In linguistics, the theory of universal grammar holds that there are certain fundamental grammatical ideas which all humans possess, without having to learn them. Universal grammar acts as a way to explain how language acquisition works in humans, by showing the most basic rules that all languages have to follow.

The basic idea of universal grammar, that there are foundational rules in common among all humans, has been around since the 13th century. In the following centuries this idea led many philosophers to try to design a perfect language from the ground up, taking into account what they felt were the core principles of all languages.

 

 

The most famous theory of the idea of a universal grammar was put forth by the linguist Noam Chomsky in the 1950s. Chomsky held that there was a universal grammar hardwired into the brain of all humans, and that all human languages had evolved on top of that universal grammar, and that children learned their native languages using the universal grammar as a support structure.

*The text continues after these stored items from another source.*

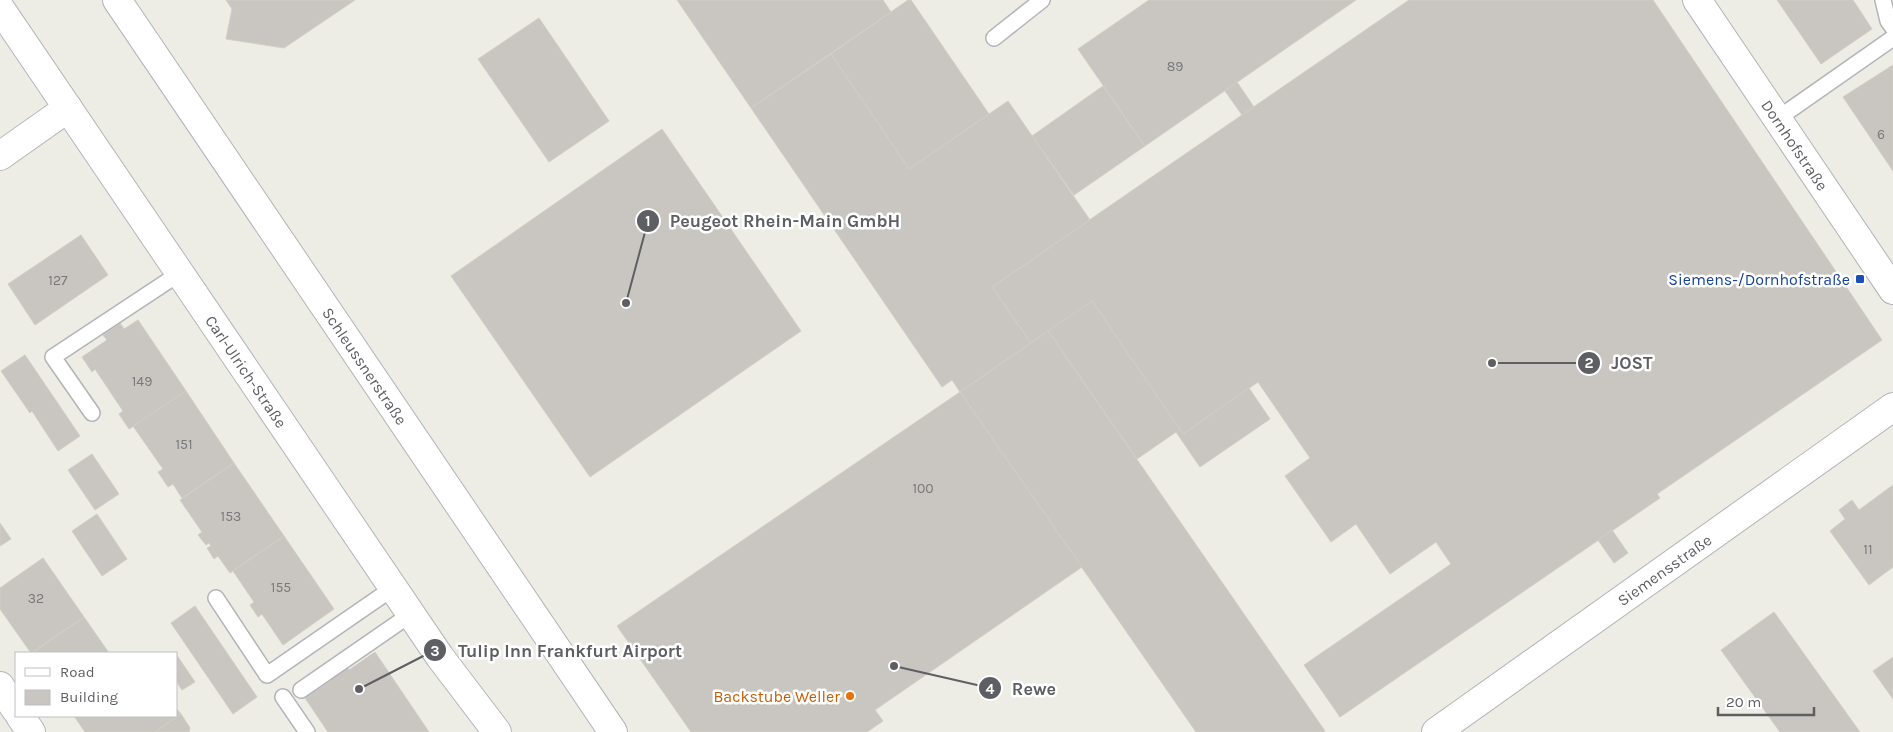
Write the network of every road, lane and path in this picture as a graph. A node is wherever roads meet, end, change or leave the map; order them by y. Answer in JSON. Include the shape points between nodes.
{"nodes":[{"id":1,"x":117,"y":0,"type":"edge"},
{"id":2,"x":1042,"y":0,"type":"edge"},
{"id":3,"x":1697,"y":0,"type":"edge"},
{"id":4,"x":1883,"y":0,"type":"edge"},
{"id":5,"x":0,"y":8,"type":"edge"},
{"id":6,"x":1893,"y":28,"type":"edge"},
{"id":7,"x":994,"y":38,"type":"dead end"},
{"id":8,"x":1893,"y":38,"type":"edge"},
{"id":9,"x":68,"y":108,"type":"junction"},
{"id":10,"x":1777,"y":119,"type":"junction"},
{"id":11,"x":0,"y":156,"type":"edge"},
{"id":12,"x":180,"y":273,"type":"junction"},
{"id":13,"x":1893,"y":290,"type":"edge"},
{"id":14,"x":1893,"y":408,"type":"edge"},
{"id":15,"x":92,"y":413,"type":"dead end"},
{"id":16,"x":393,"y":588,"type":"junction"},
{"id":17,"x":216,"y":598,"type":"dead end"},
{"id":18,"x":411,"y":614,"type":"junction"},
{"id":19,"x":0,"y":686,"type":"edge"},
{"id":20,"x":301,"y":690,"type":"dead end"},
{"id":21,"x":283,"y":696,"type":"dead end"},
{"id":22,"x":15,"y":708,"type":"edge"},
{"id":23,"x":21,"y":717,"type":"edge"},
{"id":24,"x":31,"y":732,"type":"edge"},
{"id":25,"x":307,"y":732,"type":"edge"},
{"id":26,"x":497,"y":732,"type":"edge"},
{"id":27,"x":613,"y":732,"type":"edge"},
{"id":28,"x":1436,"y":732,"type":"edge"}],
"edges":[{"from":1,"to":27,"type":"street","name":"Schleussnerstraße"},
{"from":2,"to":7,"type":"lane"},
{"from":3,"to":10,"type":"street","name":"Dornhofstraße"},
{"from":4,"to":6,"type":"lane"},
{"from":5,"to":9,"type":"street","name":"Carl-Ulrich-Straße"},
{"from":8,"to":10,"type":"lane"},
{"from":9,"to":11,"type":"street"},
{"from":9,"to":12,"type":"street","name":"Carl-Ulrich-Straße"},
{"from":10,"to":13,"type":"street","name":"Dornhofstraße"},
{"from":12,"to":15,"type":"lane","via":[[53,357]]},
{"from":12,"to":16,"type":"street","name":"Carl-Ulrich-Straße"},
{"from":14,"to":28,"type":"street","name":"Siemensstraße"},
{"from":16,"to":17,"type":"lane","via":[[267,675]]},
{"from":16,"to":18,"type":"street","name":"Carl-Ulrich-Straße"},
{"from":18,"to":20,"type":"lane"},
{"from":18,"to":26,"type":"street","name":"Carl-Ulrich-Straße","via":[[462,689]]},
{"from":19,"to":22,"type":"street"},
{"from":21,"to":25,"type":"lane"},
{"from":23,"to":24,"type":"street"}]}
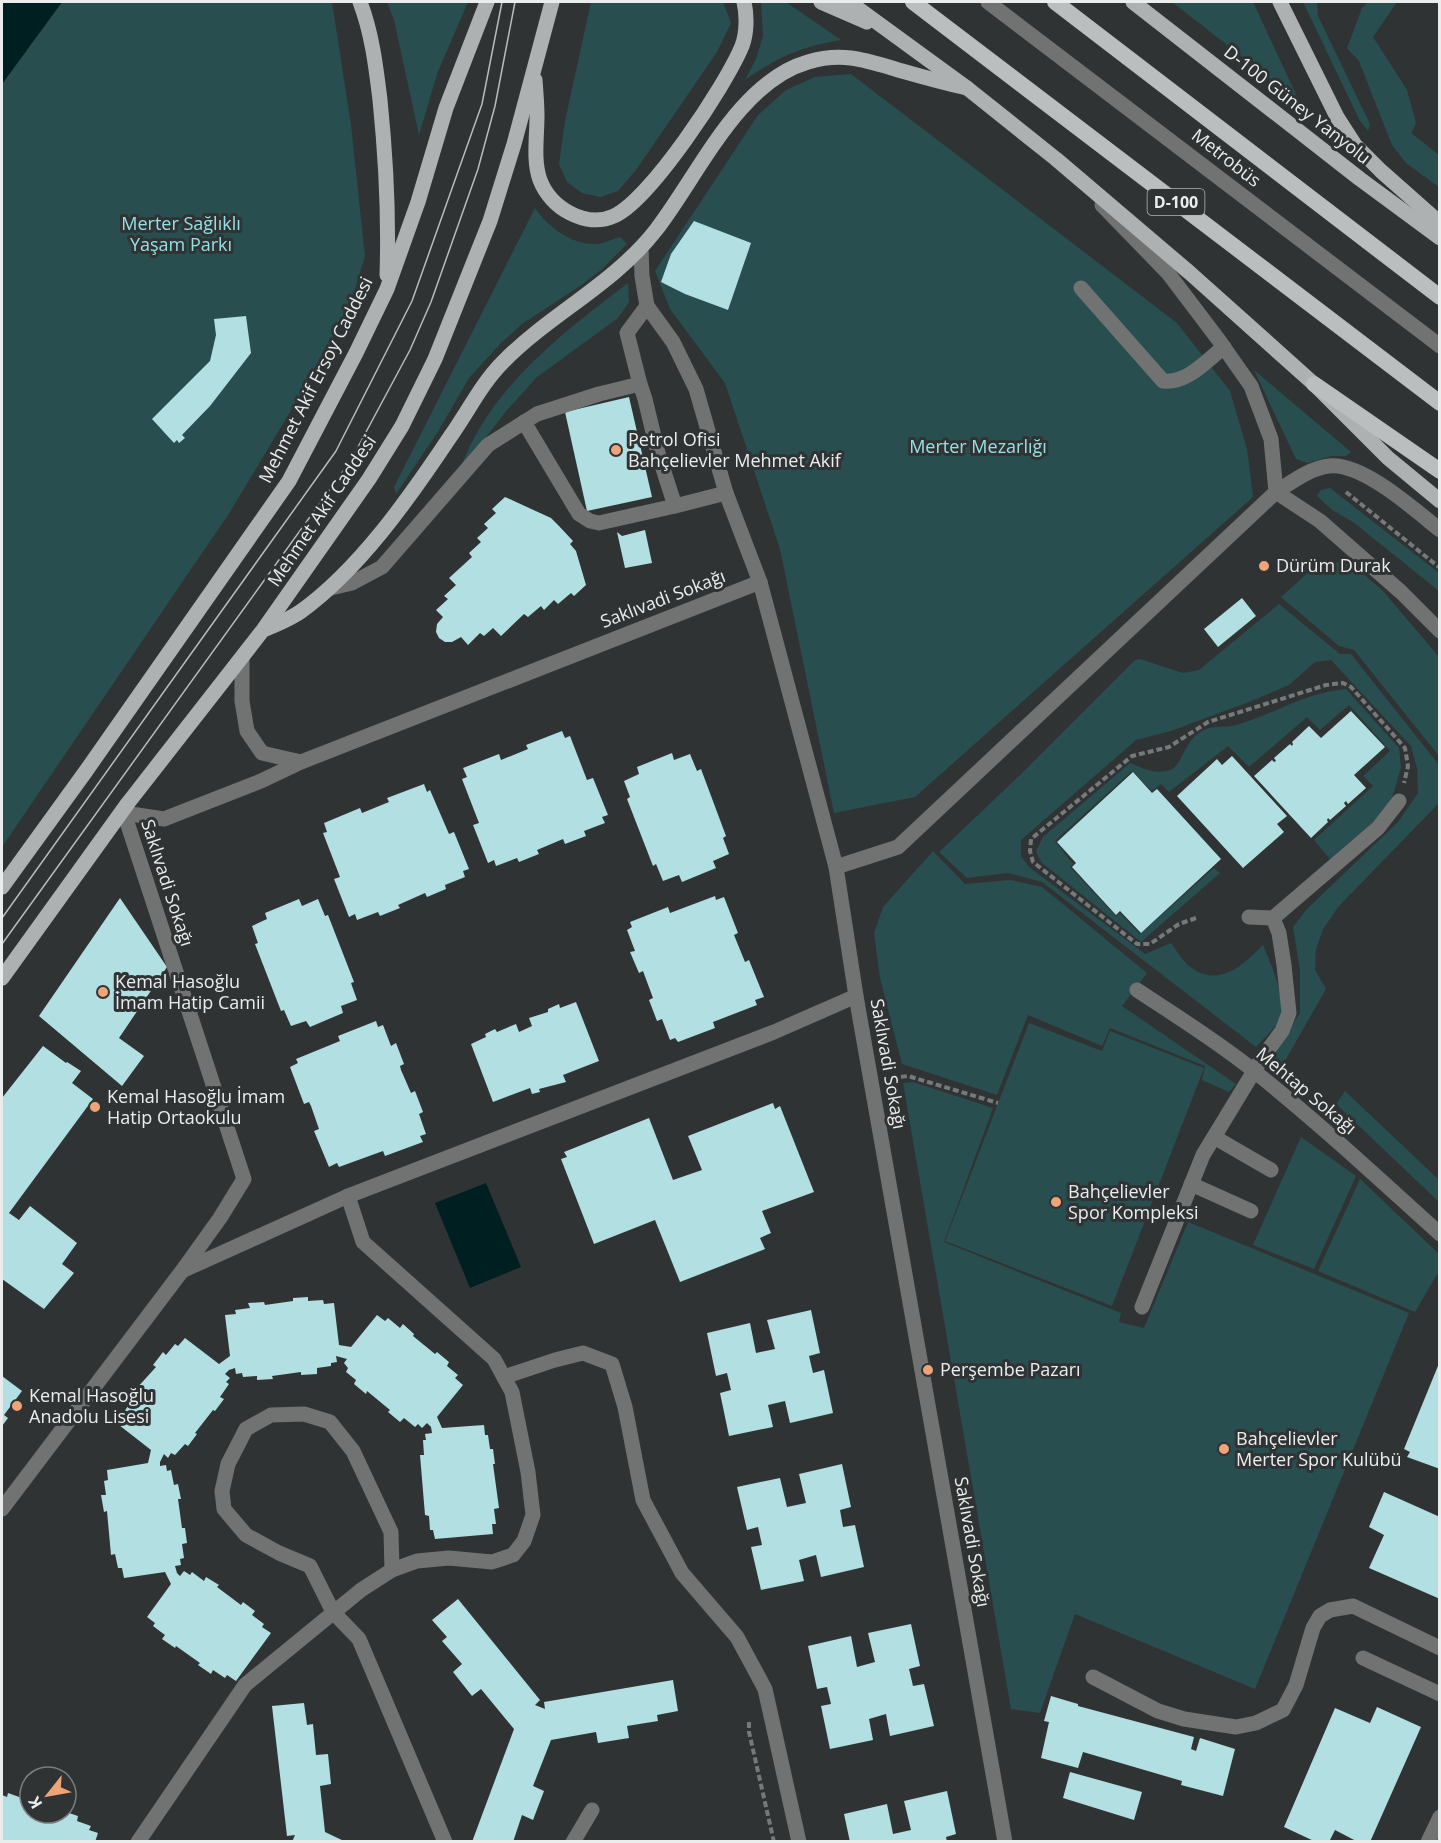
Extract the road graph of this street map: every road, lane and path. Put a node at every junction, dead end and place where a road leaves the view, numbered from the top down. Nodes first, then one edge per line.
1 (360, 2) edge
2 (487, 2) edge
3 (552, 2) edge
4 (744, 2) edge
5 (821, 2) edge
6 (849, 2) edge
7 (913, 2) edge
8 (988, 2) edge
9 (1055, 2) edge
10 (1133, 2) edge
11 (1280, 2) edge
12 (887, 31) junction
13 (534, 65) junction
14 (967, 88) junction
15 (1056, 159) junction
16 (1440, 223) edge
17 (1440, 238) edge
18 (641, 248) junction
19 (1082, 288) dead end
20 (387, 289) junction
21 (1440, 297) edge
22 (647, 306) junction
23 (1440, 346) edge
24 (1224, 347) junction
25 (640, 384) junction
26 (1314, 384) junction
27 (1440, 403) edge
28 (524, 422) junction
29 (1317, 469) junction
30 (1440, 471) edge
31 (1276, 492) junction
32 (726, 493) junction
33 (1440, 501) edge
34 (675, 506) junction
35 (1440, 530) edge
36 (1440, 567) edge
37 (760, 582) junction
38 (331, 588) junction
39 (263, 630) junction
40 (1440, 631) edge
41 (242, 658) junction
42 (301, 762) junction
43 (1399, 801) joint
44 (836, 867) junction
45 (2, 887) edge
46 (1249, 917) dead end
47 (1196, 918) dead end
48 (1273, 918) junction
49 (2, 978) edge
50 (1137, 990) dead end
51 (856, 996) junction
52 (1255, 1072) junction
53 (908, 1076) dead end
54 (998, 1103) dead end
55 (1214, 1137) junction
56 (1271, 1170) dead end
57 (1191, 1184) junction
58 (348, 1196) junction
59 (1251, 1211) dead end
60 (1440, 1234) edge
61 (182, 1271) junction
62 (1142, 1306) dead end
63 (504, 1377) junction
64 (2, 1509) edge
65 (392, 1570) junction
66 (333, 1612) junction
67 (1440, 1648) edge
68 (1363, 1658) dead end
69 (1093, 1677) dead end
70 (1440, 1694) edge
71 (592, 1810) dead end
72 (1440, 1817) edge
73 (138, 1842) edge
74 (445, 1842) edge
75 (573, 1842) edge
76 (799, 1842) edge
77 (1005, 1842) edge
78 (1428, 1842) edge

1 - 20 main road
2 - 20 main road, Mehmet Akif Ersoy Caddesi
3 - 13 main road, Mehmet Akif Caddesi
4 - 13 main road
5 - 12 main road
6 - 12 main road
7 - 27 highway, D-100
8 - 23 street, Metrobüs
9 - 21 highway
10 - 17 main road, D-100 Güney Yanyolu
11 - 16 main road
12 - 14 main road
13 - 39 main road, Mehmet Akif Caddesi
14 - 15 main road
14 - 18 main road
15 - 24 street
15 - 26 main road
18 - 22 street
18 - 38 main road
19 - 24 street
20 - 45 main road, Mehmet Akif Ersoy Caddesi
22 - 25 street
22 - 32 street
24 - 31 street
25 - 28 street
25 - 34 street
26 - 30 highway
26 - 33 main road
28 - 34 street
28 - 38 street
29 - 31 street
29 - 35 street
29 - 36 path
31 - 40 street
31 - 44 street
32 - 34 street
32 - 37 street
37 - 42 street, Saklıvadi Sokağı
37 - 44 street, Saklıvadi Sokağı
38 - 39 main road
39 - 41 main road, Mehmet Akif Caddesi
41 - 42 street
41 - 49 main road, Mehmet Akif Caddesi
42 - 61 street, Saklıvadi Sokağı
43 - 47 path
43 - 48 street
44 - 51 street, Saklıvadi Sokağı
46 - 48 street
48 - 52 street
50 - 52 street, Mehtap Sokağı
51 - 58 street
51 - 77 street, Saklıvadi Sokağı
52 - 55 street
52 - 60 street, Mehtap Sokağı
53 - 54 path
55 - 56 street
55 - 57 street
57 - 59 street
57 - 62 street
58 - 61 street
58 - 63 street
61 - 64 street, Saklıvadi Sokağı
63 - 65 street
63 - 76 street
65 - 66 street
65 - 66 street
66 - 73 street
66 - 74 street
67 - 69 street
68 - 70 street
71 - 75 street
72 - 78 street

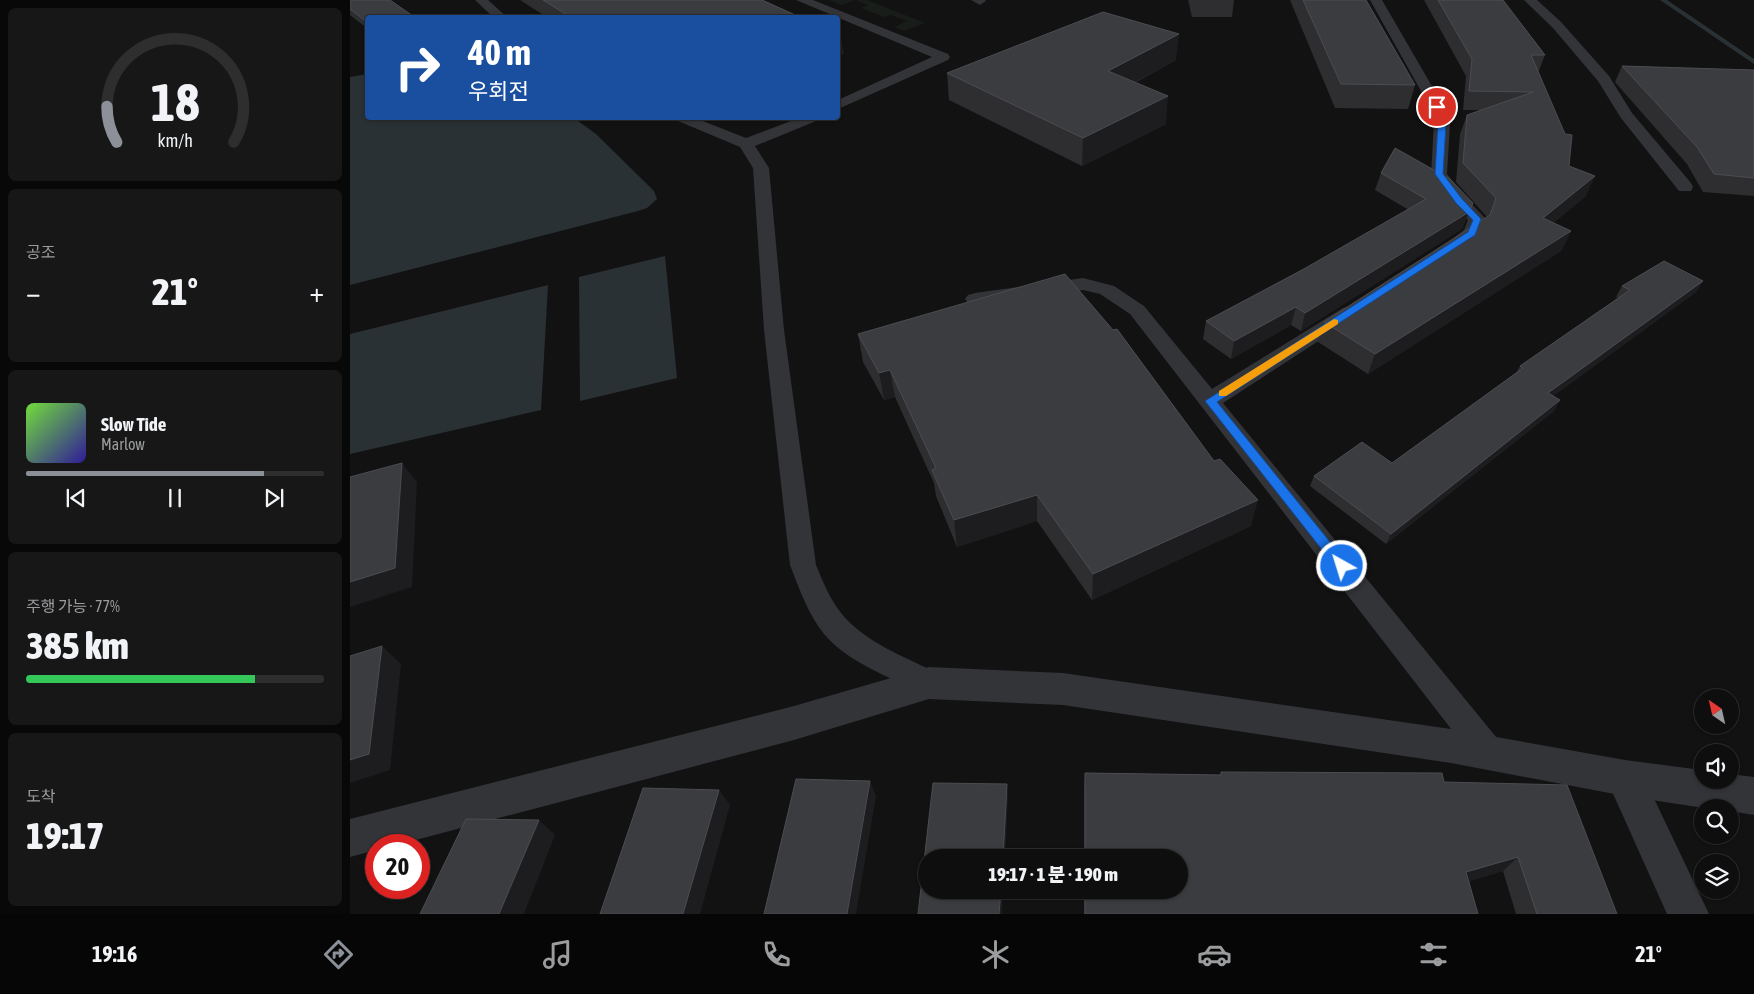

One of the main impetuses for the development of a modern theory of universal grammar is the question of how early language learners know that certain phrases are ungrammatical. Children acquire language by listening to native speakers around them. But, by virtue of being proficient speakers, native speakers don’t go around saying everything that is ungrammatical and saying it’s wrong. This is often called the Poverty of Stimulus argument, and universal grammar attempts to explain it by saying that a number of these restrictions are part of a universal grammar.

 
 

Universal grammar does not attempt to lay out many blanket statements that hold true for every single language on Earth. If it did that, after all, we would expect most languages to be roughly the same. Instead, we find an incredible range of languages. Instead, what a universal grammar seeks to do is to lay out propositions of the form, “If X is true, then Y will be true.” These structures lay out how all languages develop when faced with certain basic principles. Using these structures, students of universal grammar can attempt to state what word order a language might choose, what phonemes will be present, and other foundational traits of the language.

 

Another argument commonly leveled against universal grammar is that the theory itself is not actually falsifiable. Although it claims to be able to predict what new languages will be like, the sample size is small enough that when new languages are discovered the rules laid out must sometimes adapt to fit the new data. This would seem to undermine its validity as a strong predictive theory, making it more a cohesive set of observations about what we already know to be true.